Search code examples
scalastreamiterationstdin

Scala: Ending Stream.iterate


After some trial and error I found a way of ending Stream.iterate (if standard input ends in my case). But to me it seems to be more of an evil hack than a best practice solution.

Before (not ending if standard input ends because Stream.iterate is running infinitely):

val initialDocument = Document()
val in: Stream[Document] = Stream.iterate(Stream[Document]()) { documents =>
  val lastDocument: Document = documents.lastOption.getOrElse(initialDocument)
  val line: String = io.StdIn.readLine
  if(line != null) {
    line
      .split(";")
      .map(_.trim)
      .scanLeft(lastDocument)((document: Document, line: String) => document.processInput(line))
      .drop(1) // drop the seed
      .toStream
  } else {
    Stream.empty
  }
}.flatten
for(document <- in) {
  // do something with the document snapshot
}

After (now working as expected):

val initialDocument = Document()
val in: Stream[Document] = Stream.iterate(Stream[Option[Document]]()) { documents =>
  val lastDocument: Option[Document] = Some(documents.lastOption.flatten.getOrElse(initialDocument))
  val line: String = io.StdIn.readLine
  if(line != null) {
    line
      .split(";")
      .map(_.trim)
      .scanLeft(lastDocument)((document: Option[Document], line: String) => document.map(_.processInput(line)))
      .drop(1) // drop the seed
      .toStream
  } else {
    Stream(None) // "None" is used by "takeWhile" to see we have no more input
  }
}.flatten.takeWhile(_.isDefined).map(_.get)
for(document <- in) {
  // do something with the document snapshot
}

As you can see there are several new Option type values introduced.
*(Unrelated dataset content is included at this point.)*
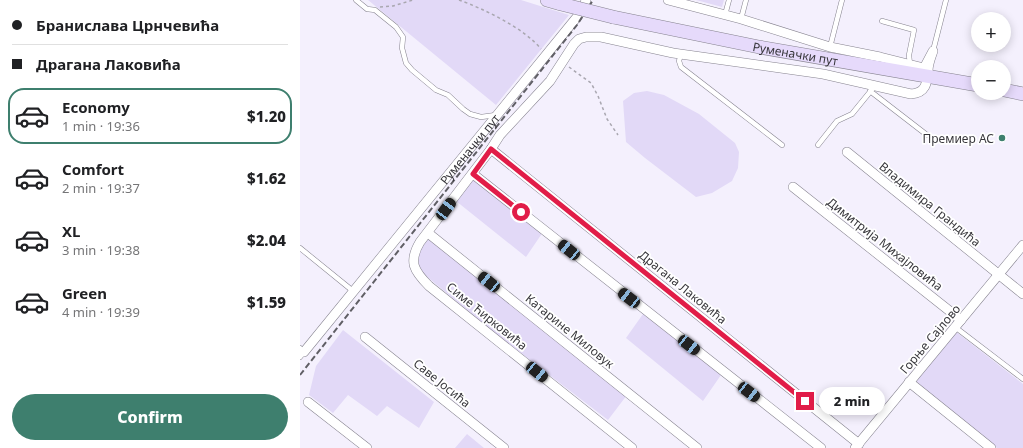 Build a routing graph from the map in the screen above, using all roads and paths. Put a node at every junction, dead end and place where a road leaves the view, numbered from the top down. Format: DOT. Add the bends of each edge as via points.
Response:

Their sole purpose is telling takeWhile if the end is reached.

How could I write this functionality in a more elegant form?


Solution

  • If I understand what you are doing correctly, this will solve your problem in a simpler way:

    val in = Iterator
      .continually(io.StdIn.readLine())       // Read all lines from StdIn infinitely
      .takeWhile(_ != null)                   // Stop on EOI
      .flatMap(_.split(';'))                  // Iterator of sublines
      .map(_.trim)                            // Iterator of trimmed sublines
      .scanLeft(Document())(_ processInput _) // Iterator of a Document snapshot per subline
      .drop(1)                                // Drop the empty Document
    
    for (document -> in) {
      // do something with the document snapshot
    }
    

    Basically, first create a lazy Iterator of trimmed line parts from the whole input, and then make document snapshots based on this iterator.

    It's best to avoid using Stream, unless you really need its memoization feature. Stream is slow, and the memoization makes it easy to cause memory leaks. Iterator has all the same nice methods to create finite or infinite lazy sequences, and should be the preferred collection for that purpose.